Soy yo aún sin estar en la imagen, sin aparecer ni buscar protagonismo. Soy el que miró aquel paisaje y soy el que ahora vuelve a encuadrar, esta vez en la memoria, la majestuosidad de un instante.
Los lugares son y siempre han sido sin nosotros. Existen en una línea del tiempo más larga y trascendente que la nuestra, pero nos invitan a visitarlos. Si nos acercamos, corremos el riego de querer cobijarlos. Es entonces cuando dejamos una parte en ellos y cuando robamos, a cambio, un poco de su belleza a través de las imágenes.
Cuando por un acaso las fotos golpean y nos llevan de nuevo a ese lugar, incluso mucho tiempo después de completar un viaje, seguimos observando en esa pausa temporal que permite evocar la sensación del viento a través de los dedos y el sonido de los pajaros. O a veces del silencio.
Abrir esa ventana en que se convierte una foto y que da hacia el pasado tiene que ver con algo más profundo que la mera prisa por compartir una imagen en las redes sociales en busca de Likes; es mirar por el placer de mirar y dejar que la inmensidad del paisaje se extienda hacia adentro de nosotros al cerrar los ojos como para perpetuar el momento.
Soy el que disfruta el momento y entiende sus limitaciones. Que ni el mundo ni la vida giran en torno a mí.

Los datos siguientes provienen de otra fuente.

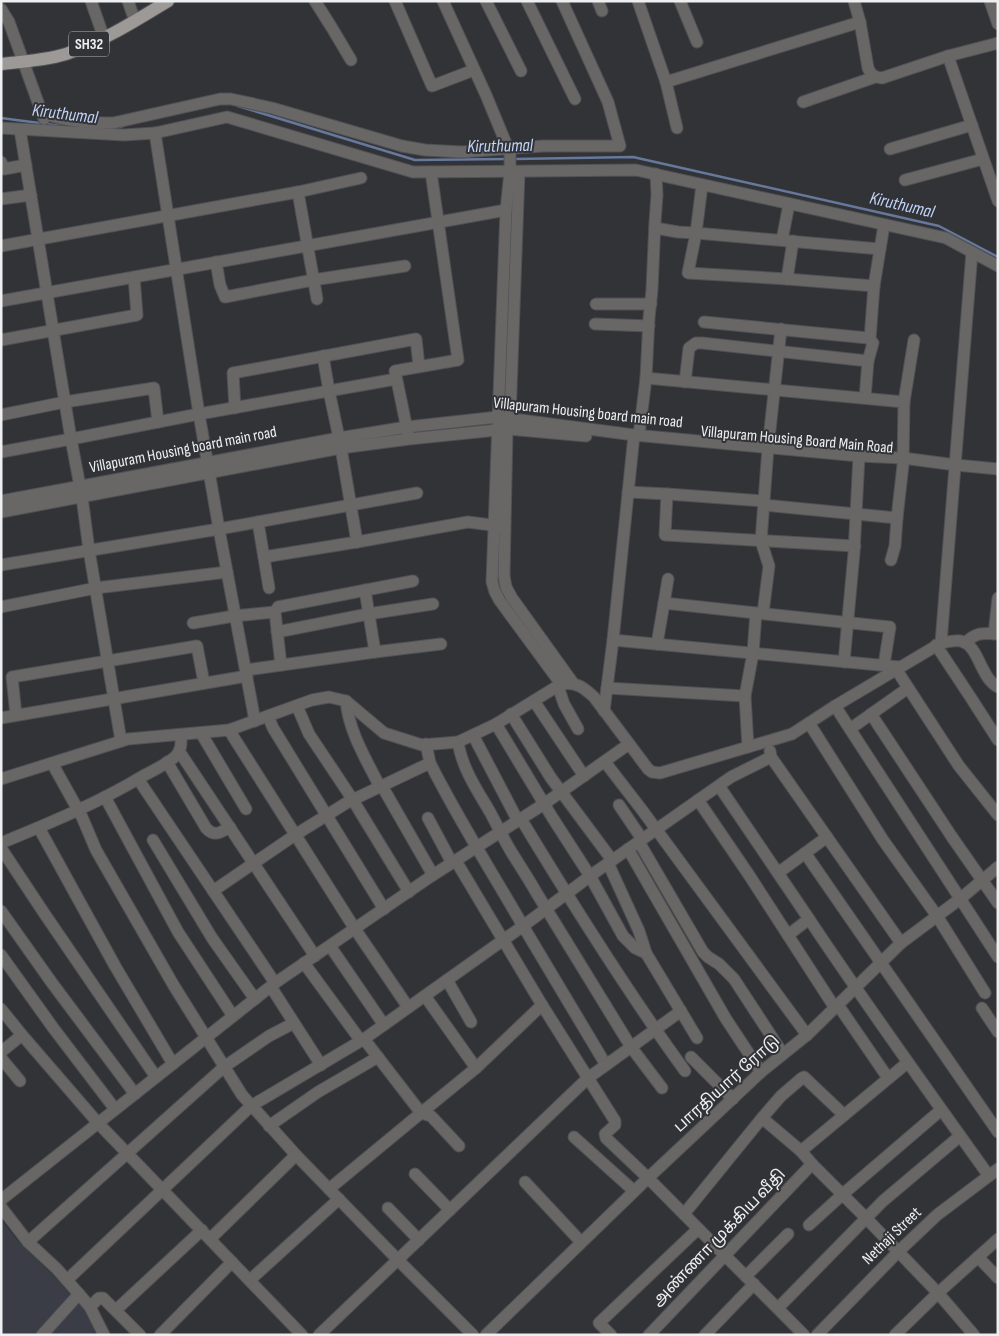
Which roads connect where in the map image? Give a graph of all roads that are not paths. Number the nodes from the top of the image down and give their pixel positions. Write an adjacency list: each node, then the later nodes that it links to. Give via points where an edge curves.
1 (91, 1): 18 (street)
2 (128, 1): 15 (street)
3 (168, 1): 15 (main road, SH32)
4 (314, 1): 22 (street)
5 (395, 1): 25 (street, via 432,86)
6 (443, 1): 25 (street)
7 (486, 1): 26 (street)
8 (526, 1): 29 (street)
9 (562, 1): 38 (street, via 608,102 620,146 543,146)
10 (638, 1): 28 (street)
11 (680, 1): 19 (street)
12 (854, 1): 16 (street)
13 (990, 1): 17 (street)
14 (1, 10): 23 (street, via 9,22)
15 (135, 21): 18 (main road, SH32)
16 (860, 22): 27 (street, via 868,68); 28 (street)
17 (998, 24)
18 (104, 38): 23 (main road, SH32, via 64,54)
19 (697, 42)
20 (998, 43): 21 (street)
21 (948, 56): 27 (street, via 882,78); 32 (street)
22 (351, 60)
23 (23, 62): 24 (main road, SH32); 31 (street)
24 (1, 64)
25 (474, 70): 38 (street)
26 (520, 71)
27 (875, 77): 30 (street)
28 (666, 82): 34 (street)
29 (575, 99)
30 (803, 102)
31 (45, 122): 35 (street); 36 (street, via 124,136); 38 (street, via 52,117 113,123 231,99 402,146 462,152)
32 (972, 125): 37 (street); 39 (street)
33 (1, 128): 35 (street)
34 (677, 128)
35 (20, 130): 41 (street)
36 (154, 133): 43 (street, via 227,117 413,172); 54 (street)
37 (890, 149)
38 (509, 151): 42 (street)
39 (983, 159): 46 (street); 51 (street)
40 (1, 162): 41 (street, via 4,169)
41 (26, 165): 49 (street)
42 (513, 170): 43 (street); 44 (street, via 636,170); 53 (street); 73 (street)
43 (431, 172): 55 (street)
44 (656, 174): 47 (street); 57 (street)
45 (361, 178): 48 (street)
46 (905, 180)
47 (702, 185): 52 (street); 58 (street)
48 (298, 192): 54 (street); 61 (street)
49 (31, 195): 50 (street); 59 (street)
50 (1, 199)
51 (998, 201)
52 (789, 204): 56 (street); 60 (street)
53 (506, 210): 55 (street); 73 (street)
54 (168, 216): 59 (street); 68 (street)
55 (438, 222): 61 (street); 90 (street, via 458,360)
56 (884, 225): 63 (street); 64 (street, via 946,238)
57 (655, 228): 58 (street); 78 (street)
58 (696, 232): 60 (street); 70 (street, via 688,274)
59 (38, 239): 62 (street); 74 (street)
60 (788, 241): 63 (street); 70 (street)
61 (307, 245): 65 (street); 71 (street)
62 (1, 246)
63 (880, 249): 72 (street)
64 (972, 252): 67 (street); 114 (street)
65 (216, 262): 68 (street); 71 (street, via 225,298)
66 (405, 266): 71 (street)
67 (998, 266)
68 (176, 269): 69 (street); 100 (street)
69 (134, 277): 74 (street); 83 (street, via 137,315)
70 (787, 279): 72 (street)
71 (314, 280): 75 (street)
72 (874, 286): 84 (street)
73 (508, 287): 103 (street)
74 (47, 293): 76 (street); 83 (street)
75 (317, 299)
76 (1, 301)
77 (596, 304): 78 (street)
78 (651, 304): 81 (street)
79 (704, 322): 82 (street)
80 (595, 324): 81 (street)
81 (649, 326): 91 (street)
82 (781, 329): 84 (street); 87 (street)
83 (53, 330): 85 (street); 97 (street)
84 (870, 339): 89 (street, via 873,343)
85 (1, 340)
86 (914, 340): 98 (street)
87 (778, 351): 89 (street); 93 (street, via 696,343 689,348); 94 (street)
88 (323, 356): 90 (street, via 416,339); 95 (street); 99 (street, via 233,373)
89 (868, 361): 96 (street)
90 (419, 366): 92 (street, via 395,371)
91 (646, 378): 93 (street); 105 (street)
92 (396, 380): 95 (street); 104 (street)
93 (685, 382): 94 (street)
94 (774, 390): 96 (street); 110 (street)
95 (329, 391): 99 (street); 108 (street)
96 (865, 398): 98 (street)
97 (65, 402): 101 (street); 102 (street, via 154,388); 106 (street)
98 (904, 402): 112 (street)
99 (235, 408): 100 (street)
100 (199, 414): 102 (street); 113 (street)
101 (1, 415)
102 (158, 422): 106 (street)
103 (503, 424): 104 (street, Villapuram Housing board main road); 105 (street, Villapuram Housing Board Main Road, via 590,436); 107 (street, Villapuram Housing Board Main Road); 128 (street)
104 (407, 427): 107 (street); 108 (street, Villapuram Housing board main road)
105 (635, 437): 110 (street, Villapuram Housing Board Main Road); 118 (street)
106 (71, 439): 109 (street); 117 (street)
107 (409, 439): 108 (street, Villapuram Housing Board Main Road)
108 (340, 443): 113 (street, Villapuram Housing board main road); 123 (street)
109 (1, 452)
110 (768, 452): 111 (street, Villapuram Housing Board Main Road); 122 (street)
111 (859, 460): 112 (street, Villapuram Housing Board Main Road); 125 (street)
112 (903, 462): 114 (street, Villapuram Housing board main road); 126 (street)
113 (209, 468): 117 (street, Villapuram Housing board main road); 129 (street)
114 (955, 468): 115 (street, Villapuram Housing board main road); 116 (street); 159 (street)
115 (998, 469)
116 (998, 475)
117 (81, 491): 121 (street, Villapuram Housing board main road); 124 (street, Villapuram Housing Board Main Road); 133 (street)
118 (628, 492): 120 (street); 155 (street)
119 (417, 493): 123 (street)
120 (667, 494): 122 (street); 130 (street, via 665,535)
121 (1, 501)
122 (764, 503): 125 (street); 130 (street)
123 (350, 505): 127 (street); 131 (street)
124 (1, 512)
125 (856, 514): 126 (street); 132 (street)
126 (897, 518): 135 (street)
127 (258, 522): 129 (street); 134 (street)
128 (499, 526): 131 (street, via 468,522); 169 (street, via 492,582 495,592)
129 (219, 529): 133 (street); 137 (street)
130 (761, 541): 132 (street); 148 (street, via 769,566)
131 (357, 542): 134 (street)
132 (855, 546): 151 (street)
133 (90, 550): 136 (street); 140 (street)
134 (264, 557): 141 (street)
135 (891, 560)
136 (1, 566)
137 (227, 572): 140 (street); 150 (street)
138 (668, 579): 144 (street)
139 (413, 581): 142 (street)
140 (96, 588): 146 (street); 162 (street)
141 (269, 588)
142 (365, 590): 147 (street, via 283,605); 149 (street)
143 (998, 598): 154 (street)
144 (664, 603): 148 (street); 158 (street)
145 (433, 604): 149 (street)
146 (1, 607)
147 (275, 612): 150 (street); 153 (street)
148 (760, 613): 151 (street); 161 (street)
149 (368, 614): 153 (street); 160 (street)
150 (236, 616): 152 (street); 166 (street)
151 (848, 622): 163 (street); 165 (street, via 890,627)
152 (193, 623)
153 (277, 632): 164 (street)
154 (996, 634): 156 (street, via 976,634)
155 (613, 640): 158 (street); 171 (street)
156 (965, 643): 159 (street, via 957,641); 170 (street, via 988,679)
157 (441, 644): 160 (street)
158 (657, 644): 161 (street)
159 (941, 650): 167 (street); 192 (street)
160 (375, 652): 164 (street)
161 (753, 653): 163 (street); 172 (street)
162 (108, 662): 168 (street, via 197,646); 173 (street); 180 (street, via 12,677)
163 (844, 662): 165 (street)
164 (281, 665): 166 (street)
165 (884, 665): 167 (street)
166 (246, 673): 168 (street); 182 (street)
167 (901, 676): 177 (street); 179 (street); 218 (street, via 959,766)
168 (204, 683): 173 (street)
169 (564, 684): 174 (street); 176 (street, via 584,688); 187 (street, via 563,700)
170 (998, 687)
171 (607, 688): 172 (street); 176 (street)
172 (745, 696): 196 (street)
173 (114, 699): 180 (street); 193 (street)
174 (538, 706): 183 (street); 204 (street)
175 (347, 710): 178 (street, via 329,697 312,700); 199 (street, via 384,733 422,745); 207 (street, via 355,736)
176 (604, 711): 195 (street)
177 (838, 712): 185 (street); 186 (street)
178 (300, 713): 184 (street); 211 (street, via 309,734)
179 (871, 714): 186 (street); 240 (street)
180 (16, 715): 181 (street)
181 (1, 718)
182 (255, 721): 184 (street); 191 (street)
183 (516, 721): 188 (street); 209 (street)
184 (271, 722): 217 (street)
185 (811, 727): 198 (street, via 792,734); 249 (street, via 883,840)
186 (850, 729): 244 (street)
187 (578, 730)
188 (500, 731): 194 (street); 213 (street)
189 (201, 733): 190 (street); 191 (street); 215 (street)
190 (181, 735): 193 (street); 200 (street)
191 (232, 735): 225 (street)
192 (998, 740)
193 (121, 741): 202 (street)
194 (477, 744): 197 (street); 220 (street)
195 (625, 747): 196 (street, via 656,773); 201 (street)
196 (748, 747): 198 (street)
197 (459, 749): 199 (street); 224 (street, via 474,785)
198 (769, 749): 208 (street); 226 (street)
199 (428, 752): 207 (street); 230 (street, via 452,805)
200 (182, 755): 203 (street, via 176,756); 221 (street)
201 (604, 762): 204 (street); 222 (street)
202 (52, 763): 205 (street); 216 (street)
203 (169, 765): 206 (street); 221 (street, via 206,828 214,834)
204 (584, 776): 209 (street)
205 (1, 779)
206 (139, 782): 210 (street); 241 (street)
207 (381, 786): 211 (street); 238 (street)
208 (719, 786): 212 (street); 237 (street)
209 (561, 792): 213 (street); 234 (street)
210 (107, 800): 216 (street); 275 (street, via 178,932)
211 (352, 800): 217 (street); 242 (street)
212 (698, 800): 222 (street); 253 (street)
213 (544, 804): 220 (street); 239 (street)
214 (619, 805): 228 (street)
215 (246, 809)
216 (80, 814): 223 (street); 283 (street, via 96,850)
217 (327, 815): 225 (street); 246 (street)
218 (998, 816)
219 (428, 818): 233 (street)
220 (520, 820): 224 (street); 243 (street)
221 (230, 827): 235 (street)
222 (656, 830): 228 (street); 282 (street)
223 (40, 831): 229 (street); 293 (street)
224 (501, 832): 230 (street); 247 (street)
225 (295, 835): 235 (street); 252 (street)
226 (827, 837): 232 (street); 255 (street)
227 (153, 840): 268 (street, via 212,938)
228 (640, 841): 231 (street); 288 (street, via 703,952 734,979)
229 (2, 847): 300 (street)
230 (477, 847): 233 (street); 251 (street)
231 (628, 849): 234 (street); 299 (street, via 726,1019)
232 (805, 854): 237 (street); 262 (street)
233 (454, 862): 238 (street); 254 (street)
234 (610, 862): 239 (street); 257 (street)
235 (254, 863): 241 (street); 258 (street)
236 (998, 867): 240 (street, பாரதியார் ரோடு)
237 (778, 873): 250 (street)
238 (433, 875): 242 (street)
239 (590, 876): 243 (street); 257 (street, via 623,936)
240 (981, 881): 244 (street, பாரதியார் ரோடு); 245 (street)
241 (213, 891): 264 (street)
242 (409, 892): 246 (street)
243 (566, 894): 247 (street); 279 (street)
244 (960, 899): 249 (street, பாரதியார் ரோடு); 259 (street)
245 (998, 903)
246 (384, 909): 252 (street)
247 (546, 909): 251 (street); 286 (street)
248 (1, 910): 305 (street)
249 (937, 916): 255 (street, பாரதியார் ரோடு); 266 (street)
250 (809, 919): 253 (street); 265 (street)
251 (523, 926): 254 (street); 295 (street)
252 (355, 929): 256 (street); 271 (street)
253 (788, 935): 270 (street)
254 (503, 940): 263 (street); 269 (street)
255 (902, 943): 262 (street, பாரதியார் ரோடு)
256 (330, 946): 258 (street); 278 (street)
257 (646, 953): 274 (street)
258 (315, 956): 261 (street)
259 (998, 957)
260 (3, 961): 308 (street)
261 (304, 963): 264 (street); 285 (street)
262 (881, 963): 265 (street, பாரதியார் ரோடு); 315 (street)
263 (447, 980): 267 (street); 276 (street)
264 (273, 985): 268 (street); 277 (street)
265 (855, 988): 270 (street, பாரதியார் ரோடு); 292 (street)
266 (985, 993)
267 (425, 996): 271 (street); 297 (street)
268 (255, 999): 275 (street)
269 (542, 1005): 297 (street); 301 (street)
270 (837, 1006): 282 (street, பாரதியார் ரோடு); 302 (street)
271 (408, 1007): 278 (street)
272 (982, 1008): 280 (street)
273 (1, 1009): 281 (street)
274 (681, 1011): 279 (street); 284 (street)
275 (233, 1016): 283 (street)
276 (471, 1022)
277 (294, 1023): 294 (street); 296 (street)
278 (384, 1025): 285 (street)
279 (654, 1029): 286 (street); 298 (street)
280 (998, 1032)
281 (22, 1035): 287 (street); 313 (street)
282 (807, 1035): 288 (street, பாரதியார் ரோடு)
283 (206, 1038): 293 (street); 296 (street)
284 (697, 1038)
285 (362, 1040): 289 (street); 294 (street)
286 (631, 1047): 295 (street); 304 (street)
287 (1, 1052)
288 (783, 1054): 299 (street, பாரதியார் ரோடு)
289 (378, 1057): 310 (street); 314 (street, via 318,1092)
290 (691, 1057): 306 (street)
291 (1, 1058): 303 (street)
292 (907, 1063): 302 (street); 309 (street)
293 (173, 1064): 300 (street)
294 (321, 1064): 307 (street)
295 (606, 1065): 301 (street)
296 (224, 1067): 307 (street); 320 (street)
297 (476, 1068): 310 (street)
298 (685, 1071)
299 (761, 1072): 306 (street, பாரதியார் ரோடு)
300 (156, 1077): 305 (street)
301 (588, 1078): 325 (street, via 616,1123 605,1136); 335 (street)
302 (888, 1078): 311 (street)
303 (20, 1081)
304 (662, 1088)
305 (135, 1094): 308 (street)
306 (733, 1098): 325 (street, பாரதியார் ரோடு)
307 (251, 1106): 314 (street); 327 (street)
308 (115, 1110): 313 (street)
309 (941, 1110): 316 (street); 330 (street)
310 (421, 1113): 318 (street, via 431,1116); 328 (street)
311 (844, 1115): 312 (street, via 804,1077); 319 (street)
312 (762, 1118): 319 (street); 336 (street)
313 (98, 1123): 320 (street); 332 (street)
314 (269, 1126): 321 (street)
315 (998, 1132)
316 (960, 1136): 323 (street); 337 (street)
317 (574, 1137): 329 (street)
318 (459, 1146)
319 (801, 1151): 322 (street)
320 (126, 1153): 327 (street); 345 (street)
321 (296, 1155): 328 (street); 342 (street)
322 (812, 1164): 330 (street); 348 (street, அண்ணா முக்கிய வீதி)
323 (993, 1173): 347 (street, Nethaji Street, via 937,1215)
324 (416, 1174): 335 (street)
325 (648, 1178): 329 (street, பாரதியார் ரோடு); 336 (street)
326 (525, 1182): 346 (street)
327 (163, 1189): 340 (street); 354 (street)
328 (329, 1189): 331 (street)
329 (634, 1191): 346 (street, பாரதியார் ரோடு)
330 (843, 1194): 337 (street); 338 (street)
331 (339, 1199): 350 (street); 355 (street)
332 (1, 1200)
333 (1, 1207): 345 (street)
334 (388, 1208): 344 (street)
335 (450, 1210): 344 (street)
336 (684, 1214): 339 (street)
337 (866, 1218): 347 (street); 360 (street)
338 (809, 1225)
339 (698, 1229): 348 (street); 371 (street, via 599,1323)
340 (202, 1230): 342 (street); 361 (street)
341 (788, 1234): 352 (street)
342 (210, 1239): 351 (street)
343 (998, 1239): 349 (street)
344 (419, 1240): 350 (street)
345 (28, 1242): 354 (street)
346 (581, 1242): 370 (street, பாரதியார் ரோடு)
347 (898, 1252): 357 (street); 375 (street, Nethaji Street)
348 (725, 1255): 352 (street); 372 (street, அண்ணா முக்கிய வீதி)
349 (978, 1257): 353 (street); 357 (street)
350 (398, 1260): 368 (street); 369 (street)
351 (232, 1262): 355 (street); 366 (street)
352 (746, 1276): 356 (street)
353 (998, 1278)
354 (67, 1280): 358 (street)
355 (250, 1280): 367 (street)
356 (754, 1284): 360 (street); 373 (street)
357 (938, 1292): 362 (street); 376 (street)
358 (79, 1294): 359 (street); 363 (street)
359 (90, 1307): 361 (street, via 101,1298); 364 (street)
360 (778, 1308): 374 (street)
361 (116, 1310): 365 (street)
362 (899, 1333)
363 (42, 1335)
364 (104, 1335)
365 (140, 1335)
366 (160, 1335)
367 (302, 1335)
368 (319, 1335)
369 (473, 1335)
370 (486, 1335)
371 (611, 1335)
372 (649, 1335)
373 (705, 1335)
374 (804, 1335)
375 (817, 1335)
376 (974, 1335)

No soy y no quiero ser aquel que extiende el brazo mientras corre para hacer una selfie del montón.
Una foto es información vacía si no es acompañada de la memoria de lo que sentimos aquel día ,de lo que comimos, de lo que dejamos de hacer para llegar ahí y de las personas con quienes compartimos el viaje, del pensamiento que cruzó nuestra mente en ese momento.
Pero, sobre todo, está vacía tanto como el fotógrafo si no es la consecuencia lógica del disfrute contemplativo por un periodo prolongado y si no es fruto de la pequeñez que sentimos ante la inmensidad del mundo.
Antes, cuando la foto valía algo y cuando las palabras intentaban dotar de significado a la existencia , sólo se tenían 24 ó 36 oportunidades para capturar con precisión un momento en el 35 mm. Ahora cuando las fotos en el celular son infinitas todo parece ser importante: un entrenamiento, una fiesta, un plato con comida, una sonrisa, una pose....
Y cuando todo es importante, resulta que nada realmente lo es.